A Pivotal Story of Love, Family, and the Miracle of People

by Chrissie Betlach Vinje

Pub Date: March 29th, 2016
ISBN: 978-1-5043-5038-9
Publisher: BalboaPress

A debut memoir that depicts the journey of a woman fighting for her husband’s life after he was hospitalized for an aggressive brain tumor.

On St. Patrick’s Day 2008, Vinje was thrown into a state of shock after she got a phone call while waiting in line at the grocery store. Her mother-in-law told her that her husband, Tom, had been in a car accident and had wandered away from the scene. The author returned home to find Tom chatting casually with their neighbors as if nothing much had happened. But the next morning, he was difficult to wake; later, he wouldn’t leave the couch and was throwing up bile. Vinje and her mother-in-law decided to take him to the hospital, where he was quickly put into intensive care and given a CT scan. But what they and the doctors thought were symptoms of a concussion were actually symptoms of an aggressive brain tumor.

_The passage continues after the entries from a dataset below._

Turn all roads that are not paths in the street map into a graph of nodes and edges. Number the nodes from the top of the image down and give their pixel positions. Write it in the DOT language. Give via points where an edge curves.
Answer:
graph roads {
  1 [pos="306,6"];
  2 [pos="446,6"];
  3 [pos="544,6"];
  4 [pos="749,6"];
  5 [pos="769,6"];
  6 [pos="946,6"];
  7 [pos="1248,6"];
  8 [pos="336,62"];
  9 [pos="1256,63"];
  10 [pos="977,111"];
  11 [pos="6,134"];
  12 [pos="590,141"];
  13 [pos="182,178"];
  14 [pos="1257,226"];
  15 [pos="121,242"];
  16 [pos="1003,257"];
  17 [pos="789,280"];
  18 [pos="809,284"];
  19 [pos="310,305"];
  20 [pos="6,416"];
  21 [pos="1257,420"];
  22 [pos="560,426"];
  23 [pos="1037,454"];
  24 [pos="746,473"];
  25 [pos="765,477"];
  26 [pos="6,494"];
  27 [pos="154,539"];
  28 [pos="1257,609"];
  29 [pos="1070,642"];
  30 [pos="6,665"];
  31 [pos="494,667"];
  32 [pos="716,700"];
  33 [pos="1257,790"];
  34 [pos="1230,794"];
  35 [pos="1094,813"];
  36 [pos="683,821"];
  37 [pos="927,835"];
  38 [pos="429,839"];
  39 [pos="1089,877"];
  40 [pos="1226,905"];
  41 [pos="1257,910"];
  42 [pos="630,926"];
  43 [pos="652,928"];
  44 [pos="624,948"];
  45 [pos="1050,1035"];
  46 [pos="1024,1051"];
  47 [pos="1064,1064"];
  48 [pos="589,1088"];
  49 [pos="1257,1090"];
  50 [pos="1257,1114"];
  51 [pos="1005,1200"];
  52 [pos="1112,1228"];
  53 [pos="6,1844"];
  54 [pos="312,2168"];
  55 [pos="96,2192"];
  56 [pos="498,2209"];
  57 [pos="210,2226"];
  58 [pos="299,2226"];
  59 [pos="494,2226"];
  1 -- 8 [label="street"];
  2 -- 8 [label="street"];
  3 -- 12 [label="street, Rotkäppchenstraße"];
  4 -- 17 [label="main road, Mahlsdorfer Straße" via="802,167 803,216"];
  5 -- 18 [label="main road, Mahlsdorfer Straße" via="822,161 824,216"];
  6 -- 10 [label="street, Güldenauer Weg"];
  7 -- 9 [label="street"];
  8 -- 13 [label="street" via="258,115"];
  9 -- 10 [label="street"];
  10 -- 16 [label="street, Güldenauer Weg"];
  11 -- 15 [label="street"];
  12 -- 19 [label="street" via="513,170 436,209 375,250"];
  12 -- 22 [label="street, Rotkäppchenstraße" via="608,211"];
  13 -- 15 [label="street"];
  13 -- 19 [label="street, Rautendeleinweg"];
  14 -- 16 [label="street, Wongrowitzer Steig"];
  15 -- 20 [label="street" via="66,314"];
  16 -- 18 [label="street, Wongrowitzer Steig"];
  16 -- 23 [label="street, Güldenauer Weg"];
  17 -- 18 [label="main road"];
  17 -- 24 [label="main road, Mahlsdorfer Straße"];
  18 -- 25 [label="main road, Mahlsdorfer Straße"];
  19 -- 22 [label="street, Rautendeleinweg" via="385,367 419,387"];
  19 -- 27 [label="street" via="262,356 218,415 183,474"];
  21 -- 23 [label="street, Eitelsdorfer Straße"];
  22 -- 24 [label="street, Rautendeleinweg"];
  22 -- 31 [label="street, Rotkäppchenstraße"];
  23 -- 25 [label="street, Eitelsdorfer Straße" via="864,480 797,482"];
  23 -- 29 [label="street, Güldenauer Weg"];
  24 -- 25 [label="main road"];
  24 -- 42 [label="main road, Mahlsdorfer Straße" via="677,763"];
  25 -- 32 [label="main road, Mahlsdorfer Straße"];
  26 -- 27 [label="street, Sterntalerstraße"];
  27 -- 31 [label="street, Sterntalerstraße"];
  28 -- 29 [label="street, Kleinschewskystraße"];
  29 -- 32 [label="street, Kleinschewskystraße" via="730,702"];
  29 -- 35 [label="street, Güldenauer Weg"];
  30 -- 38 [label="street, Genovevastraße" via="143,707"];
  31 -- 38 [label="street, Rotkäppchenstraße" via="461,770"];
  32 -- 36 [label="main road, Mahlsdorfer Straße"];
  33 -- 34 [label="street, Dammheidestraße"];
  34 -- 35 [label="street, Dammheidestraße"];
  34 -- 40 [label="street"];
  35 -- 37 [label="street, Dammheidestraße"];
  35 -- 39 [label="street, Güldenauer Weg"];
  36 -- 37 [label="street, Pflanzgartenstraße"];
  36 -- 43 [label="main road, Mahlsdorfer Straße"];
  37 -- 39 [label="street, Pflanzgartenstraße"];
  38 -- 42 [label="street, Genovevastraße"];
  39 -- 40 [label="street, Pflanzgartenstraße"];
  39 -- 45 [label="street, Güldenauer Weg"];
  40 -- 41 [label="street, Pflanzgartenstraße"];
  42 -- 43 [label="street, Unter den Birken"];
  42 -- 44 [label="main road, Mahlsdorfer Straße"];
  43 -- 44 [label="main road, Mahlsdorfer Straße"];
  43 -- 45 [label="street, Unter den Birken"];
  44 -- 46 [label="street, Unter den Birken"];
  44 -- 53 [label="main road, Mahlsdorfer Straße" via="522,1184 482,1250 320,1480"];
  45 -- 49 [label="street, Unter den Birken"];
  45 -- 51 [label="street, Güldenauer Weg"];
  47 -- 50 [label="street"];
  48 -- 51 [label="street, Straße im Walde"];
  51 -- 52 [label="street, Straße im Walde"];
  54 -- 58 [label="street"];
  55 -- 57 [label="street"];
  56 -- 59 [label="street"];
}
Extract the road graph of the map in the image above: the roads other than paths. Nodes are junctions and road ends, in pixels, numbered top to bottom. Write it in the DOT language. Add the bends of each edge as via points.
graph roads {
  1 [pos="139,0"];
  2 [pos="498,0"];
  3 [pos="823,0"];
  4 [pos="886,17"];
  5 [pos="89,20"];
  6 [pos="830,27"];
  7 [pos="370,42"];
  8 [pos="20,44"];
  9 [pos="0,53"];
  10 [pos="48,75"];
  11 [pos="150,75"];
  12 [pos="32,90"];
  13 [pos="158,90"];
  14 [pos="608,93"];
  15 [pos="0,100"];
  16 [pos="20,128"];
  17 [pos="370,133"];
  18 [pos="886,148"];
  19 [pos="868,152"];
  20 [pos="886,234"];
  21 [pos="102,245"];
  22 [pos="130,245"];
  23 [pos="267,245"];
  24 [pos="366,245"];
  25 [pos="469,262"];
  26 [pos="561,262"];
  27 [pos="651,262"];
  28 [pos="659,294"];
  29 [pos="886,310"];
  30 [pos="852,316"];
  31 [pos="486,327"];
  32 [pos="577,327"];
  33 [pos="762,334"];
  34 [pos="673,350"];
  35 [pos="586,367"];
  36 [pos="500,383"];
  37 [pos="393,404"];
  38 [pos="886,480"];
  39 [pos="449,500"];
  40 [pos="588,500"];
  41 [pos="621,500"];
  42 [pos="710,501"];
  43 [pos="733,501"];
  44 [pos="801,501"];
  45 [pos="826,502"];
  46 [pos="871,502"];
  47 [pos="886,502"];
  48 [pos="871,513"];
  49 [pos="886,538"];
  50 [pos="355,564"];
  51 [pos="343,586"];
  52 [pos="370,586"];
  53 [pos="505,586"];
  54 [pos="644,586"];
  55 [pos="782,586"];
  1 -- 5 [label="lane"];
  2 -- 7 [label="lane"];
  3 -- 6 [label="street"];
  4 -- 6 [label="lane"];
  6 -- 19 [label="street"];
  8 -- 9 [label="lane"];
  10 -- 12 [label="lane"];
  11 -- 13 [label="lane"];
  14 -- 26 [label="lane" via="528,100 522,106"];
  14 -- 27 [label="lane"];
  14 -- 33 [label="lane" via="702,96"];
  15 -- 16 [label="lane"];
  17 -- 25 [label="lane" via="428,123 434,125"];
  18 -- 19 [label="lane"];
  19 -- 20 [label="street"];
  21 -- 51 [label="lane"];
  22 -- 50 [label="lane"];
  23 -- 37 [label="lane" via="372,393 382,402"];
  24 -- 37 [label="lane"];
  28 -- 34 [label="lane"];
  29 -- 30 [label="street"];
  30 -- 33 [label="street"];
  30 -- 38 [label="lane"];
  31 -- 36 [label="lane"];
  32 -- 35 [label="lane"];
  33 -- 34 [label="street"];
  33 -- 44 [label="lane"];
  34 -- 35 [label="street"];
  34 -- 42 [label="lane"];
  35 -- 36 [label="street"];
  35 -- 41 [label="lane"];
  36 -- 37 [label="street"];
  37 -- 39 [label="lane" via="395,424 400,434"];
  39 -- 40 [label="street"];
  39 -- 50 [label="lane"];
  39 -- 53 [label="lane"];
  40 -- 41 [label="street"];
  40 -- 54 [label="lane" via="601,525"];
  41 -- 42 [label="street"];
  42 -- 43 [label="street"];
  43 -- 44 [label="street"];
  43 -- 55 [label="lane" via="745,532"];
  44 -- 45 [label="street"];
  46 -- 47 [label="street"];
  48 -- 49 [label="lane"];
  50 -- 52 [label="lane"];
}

Over the next seven months, Vinje, the couple’s family members, and an enormous number of their friends and neighbors convened with love and prayer on a blog called The CaringBridge to try to bring hope to the devastating situation. Although Vinje did everything in her power to bring her husband back to health, she was forced to slowly accept the reality of the situation and face her worst nightmares. This gripping book tackles the heavy subject matter of watching a spouse deteriorate due to terminal cancer. Although it’s a common theme for memoirs, Vinje’s stands out because of its unusual narrative structure: it’s almost entirely composed of journal entries from her perspective and from those of many other people who loved Tom. These entries, written on The CaringBridge as Tom was struggling in the hospital and then after his death, speak with immediacy—particularly in earlier entries, as they express heart-wrenching hope that he will survive. It’s hard to read in parts, knowing that Tom will succumb to his illness, and the infallible optimism begins to read as an unwillingness to accept the grave situation. However, the memoir offers hope in showing how Vinje created a community of grieving, healing, and remembrance, sticking to her mantra that “Bad things happen fast; good things take time.”

A heartbreaking yet hopeful book about the tragedies that bring people together, recommended for readers dealing with the loss of a spouse or other loved one.